Depois que você habilita o software e o serviço, ele criptografa seu
tráfego e o envia através de um túnel até o data center da AnchorFree, e
então para a internet, da mesma forma que o servidor VPN de uma
empresa. O HotSpot Shield tem até configurações de VPN para dispositivos
móveis (que dispensam a instalação de um programa) para proteger a
navegação no iPhone usando o cliente VPN da Cisco fornecido pela Apple.

Ao usar este serviço, sua conexão é segura de seu laptop até o data
center da Anchor Free no norte da Califórnia. Uma vez lá, seu tráfego
viaja sem criptografia até seu destino final na internet, como se você
estivesse navegando com um notebook plugado diretamente à rede da
empresa.

Tal arranjo não é completamente seguro, já que o túnel criptografado
não se estende até o site que você está visitando. Entretanto, é
certamente mais seguro que um arranjo sem VPN nenhuma. Para quebrar a
segurança, ladrões de dados teriam de conseguir acesso ao data center da
AnchorFree, e não apenas à rede Wi-Fi à qual você está conectado.

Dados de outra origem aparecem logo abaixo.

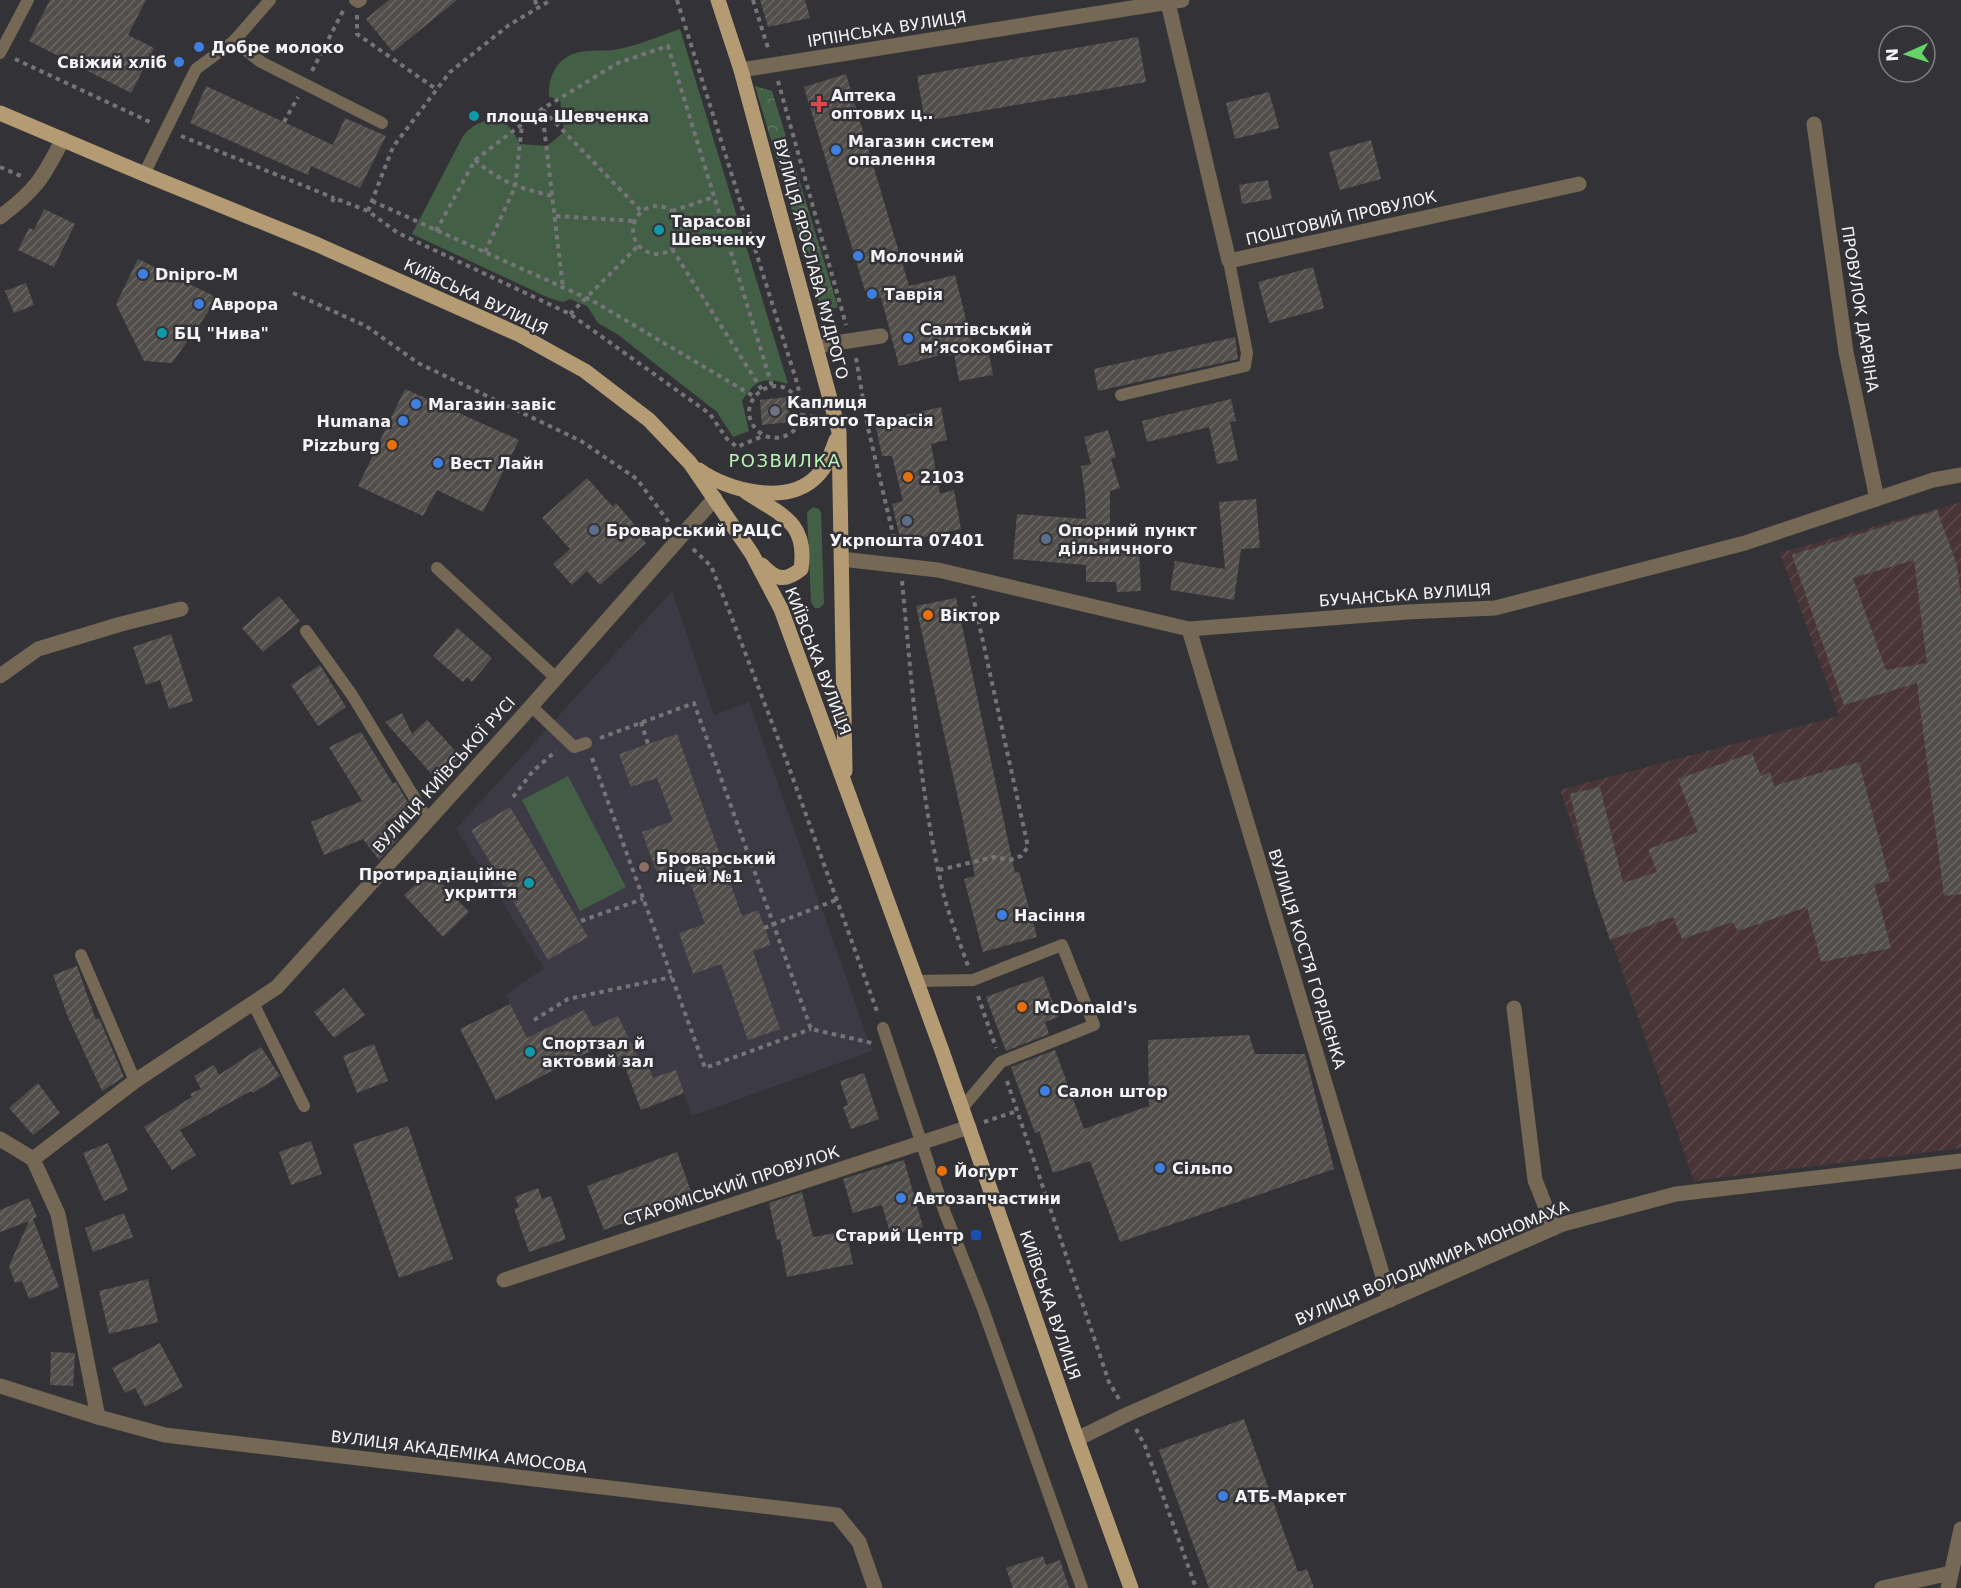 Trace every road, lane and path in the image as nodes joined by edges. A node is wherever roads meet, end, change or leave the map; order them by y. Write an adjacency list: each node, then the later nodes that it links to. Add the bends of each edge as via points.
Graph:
1 (28, 0): 12 (lane)
2 (270, 0): 11 (lane)
3 (535, 0): 10 (path)
4 (551, 0): 10 (path)
5 (677, 0): 57 (path, via 798,386)
6 (718, 0): 14 (main road, ВУЛИЦЯ ЯРОСЛАВА МУДРОГО)
7 (753, 0): 13 (path)
8 (355, 1): 15 (path); 16 (path, via 357,34)
9 (1175, 1): 13 (street, ІРПІНСЬКА ВУЛИЦЯ); 44 (street, ПОШТОВИЙ ПРОВУЛОК)
10 (537, 7): 16 (path, via 450,72)
11 (234, 41): 15 (lane, via 261,62); 26 (lane, via 196,69)
12 (0, 53)
13 (773, 65): 14 (street, ІРПІНСЬКА ВУЛИЦЯ); 50 (path)
14 (741, 70): 51 (main road, ВУЛИЦЯ ЯРОСЛАВА МУДРОГО)
15 (305, 84): 19 (path); 20 (lane)
16 (436, 89): 32 (path, via 393,147)
17 (542, 109): 21 (path); 30 (path); 31 (path, via 618,63 668,46); 35 (path)
18 (0, 113): 23 (main road, КИЇВСЬКА ВУЛИЦЯ)
19 (284, 122)
20 (382, 123)
21 (522, 124): 24 (path); 29 (path)
22 (1814, 124): 67 (street, ПРОВУЛОК ДАРВІНА, via 1846,352)
23 (63, 139): 26 (main road, КИЇВСЬКА ВУЛИЦЯ); 38 (street, via 38,184)
24 (475, 160): 29 (path); 40 (path)
25 (0, 167): 27 (path)
26 (144, 174): 63 (main road, КИЇВСЬКА ВУЛИЦЯ, via 316,243 529,340 612,390 650,420)
27 (26, 178)
28 (1579, 184): 44 (street, ПОШТОВИЙ ПРОВУЛОК)
29 (515, 187): 30 (path); 43 (path)
30 (553, 196): 37 (path)
31 (714, 197): 36 (path); 52 (path)
32 (372, 201): 34 (path); 40 (path)
33 (332, 202): 34 (path, via 334,198)
34 (368, 211): 48 (path, via 398,233)
35 (641, 211): 36 (path, via 656,205); 39 (path)
36 (672, 211): 42 (path, via 681,231)
37 (555, 216): 39 (path); 45 (path)
38 (0, 217)
39 (634, 221): 41 (path, via 632,232)
40 (436, 231): 43 (path)
41 (638, 246): 42 (path, via 653,254); 47 (path)
42 (672, 249): 53 (path)
43 (485, 252): 45 (path)
44 (1229, 261): 54 (lane, via 1247,353 1245,366)
45 (563, 288): 47 (path)
46 (293, 293): 68 (path, via 366,326 418,363 581,441 637,479)
47 (585, 298): 48 (path); 55 (path)
48 (570, 314): 62 (path, via 710,414 737,447)
49 (881, 336): 50 (street)
50 (851, 340): 51 (street); 56 (path)
51 (816, 346): 61 (main road, ВУЛИЦЯ ЯРОСЛАВА МУДРОГО)
52 (772, 387): 53 (path); 57 (path, via 792,392)
53 (762, 390): 55 (path)
54 (1121, 395)
55 (755, 397): 62 (path, via 750,417)
56 (863, 406): 58 (path); 71 (path)
57 (801, 407): 59 (path)
58 (855, 408)
59 (801, 415): 60 (path); 62 (path, via 788,435)
60 (818, 417)
61 (839, 432): 65 (main road, via 827,464 807,484 778,492); 70 (main road, ВУЛИЦЯ ЯРОСЛАВА МУДРОГО)
62 (764, 436)
63 (690, 463): 65 (main road, via 711,478); 66 (main road, КИЇВСЬКА ВУЛИЦЯ)
64 (1961, 475): 67 (street, БУЧАНСЬКА ВУЛИЦЯ)
65 (744, 490): 69 (main road, via 791,522 802,543 801,569 781,578 771,574)
66 (716, 498): 68 (street, ВУЛИЦЯ КИЇВСЬКОЇ РУСІ); 69 (main road, КИЇВСЬКА ВУЛИЦЯ)
67 (1877, 499): 75 (street, БУЧАНСЬКА ВУЛИЦЯ, via 1745,543 1495,608)
68 (680, 537): 78 (street, ВУЛИЦЯ КИЇВСЬКОЇ РУСІ); 89 (path, via 711,566)
69 (752, 554): 84 (main road, КИЇВСЬКА ВУЛИЦЯ, via 781,609)
70 (841, 559): 71 (street, БУЧАНСЬКА ВУЛИЦЯ); 84 (main road, ВУЛИЦЯ ЯРОСЛАВА МУДРОГО)
71 (900, 566): 73 (street, БУЧАНСЬКА ВУЛИЦЯ)
72 (437, 568): 78 (lane)
73 (970, 577): 75 (street, БУЧАНСЬКА ВУЛИЦЯ); 87 (path, via 1028,847 1021,856 1010,860 994,857)
74 (181, 609): 77 (street, via 38,649)
75 (1189, 629): 113 (street, ВУЛИЦЯ КОСТЯ ГОРДІЄНКА)
76 (306, 631): 86 (lane, via 352,695)
77 (0, 676)
78 (556, 678): 79 (street, ВУЛИЦЯ КИЇВСЬКОЇ РУСІ)
79 (531, 706): 81 (lane); 86 (street, ВУЛИЦЯ КИЇВСЬКОЇ РУСІ)
80 (641, 722): 82 (path); 83 (path); 91 (path, via 694,703)
81 (569, 743): 82 (lane, via 574,747); 85 (path, via 533,771)
82 (586, 743): 88 (path)
83 (648, 744)
84 (846, 783): 95 (main road, КИЇВСЬКА ВУЛИЦЯ)
85 (513, 797)
86 (428, 820): 96 (street, ВУЛИЦЯ КИЇВСЬКОЇ РУСІ, via 277,987)
87 (939, 870)
88 (643, 899): 90 (path); 94 (path)
89 (836, 900): 91 (path); 99 (path)
90 (581, 921)
91 (774, 924): 92 (path); 100 (path)
92 (764, 928)
93 (81, 955): 102 (lane)
94 (672, 977): 98 (path, via 568,999); 100 (path, via 705,1068)
95 (917, 981): 104 (main road, КИЇВСЬКА ВУЛИЦЯ); 104 (lane, via 973,980 1062,945 1094,1025 1000,1062)
96 (253, 1003): 102 (street, ВУЛИЦЯ КИЇВСЬКОЇ РУСІ); 103 (lane)
97 (1514, 1008): 111 (street, via 1535,1180)
98 (534, 1020)
99 (884, 1028): 101 (lane)
100 (812, 1029): 101 (path)
101 (890, 1047): 108 (lane)
102 (135, 1081): 109 (street, ВУЛИЦЯ КИЇВСЬКОЇ РУСІ)
103 (304, 1106)
104 (962, 1107): 106 (main road, КИЇВСЬКА ВУЛИЦЯ)
105 (1017, 1111): 106 (path)
106 (969, 1127): 108 (street, СТАРОМІСЬКИЙ ПРОВУЛОК); 116 (main road, КИЇВСЬКА ВУЛИЦЯ)
107 (0, 1139): 109 (street)
108 (922, 1142): 112 (street, СТАРОМІСЬКИЙ ПРОВУЛОК); 121 (lane)
109 (33, 1159): 115 (street, via 58,1214)
110 (1961, 1161): 111 (street, ВУЛИЦЯ ВОЛОДИМИРА МОНОМАХА, via 1676,1194)
111 (1554, 1228): 113 (street, ВУЛИЦЯ ВОЛОДИМИРА МОНОМАХА)
112 (504, 1280)
113 (1390, 1299): 116 (street, ВУЛИЦЯ ВОЛОДИМИРА МОНОМАХА)
114 (0, 1386): 115 (street, ВУЛИЦЯ АКАДЕМІКА АМОСОВА)
115 (98, 1417): 120 (street, ВУЛИЦЯ АКАДЕМІКА АМОСОВА, via 165,1434 837,1515 859,1542)
116 (1077, 1439): 122 (main road, КИЇВСЬКА ВУЛИЦЯ)
117 (1145, 1446): 123 (path)
118 (1961, 1529): 119 (street)
119 (1949, 1581): 124 (street)
120 (875, 1588)
121 (1082, 1588)
122 (1131, 1588)
123 (1196, 1588)
124 (1882, 1588)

Sumário sobre navegação Wi-Fi segura

Recapitulando:

  1. Se sua empresa tem uma VPN que você pode usar para navegar na
    internet, use-a!
  2. Se você não pode usar a VPN da empresa,
    experimente o HotSpot Shield
  3. Não pense que acesso pago é
    sinônimo de segurança
  4. Em redes sem fio sem criptografia,
    qualquer um pode ver o que você está fazendo (exceto em sites HTTPS)
  5. Em
    redes sem fio com senha, qualquer um que a conheça pode ver o que você
    está fazendo (e isto pode variar de um punhado de pessoas em sua casa a
    centenas delas em um aeroporto)
  6. Se você precisa usar um hotspot
    Wi-Fi sem nenhuma forma de VPN, imagine que seu notebook está conectado a
    um telão de um estádio de futebol. Não acesse nenhum site que você não
    visitaria se tivesse 80 mil pessoas olhando sobre seu ombro.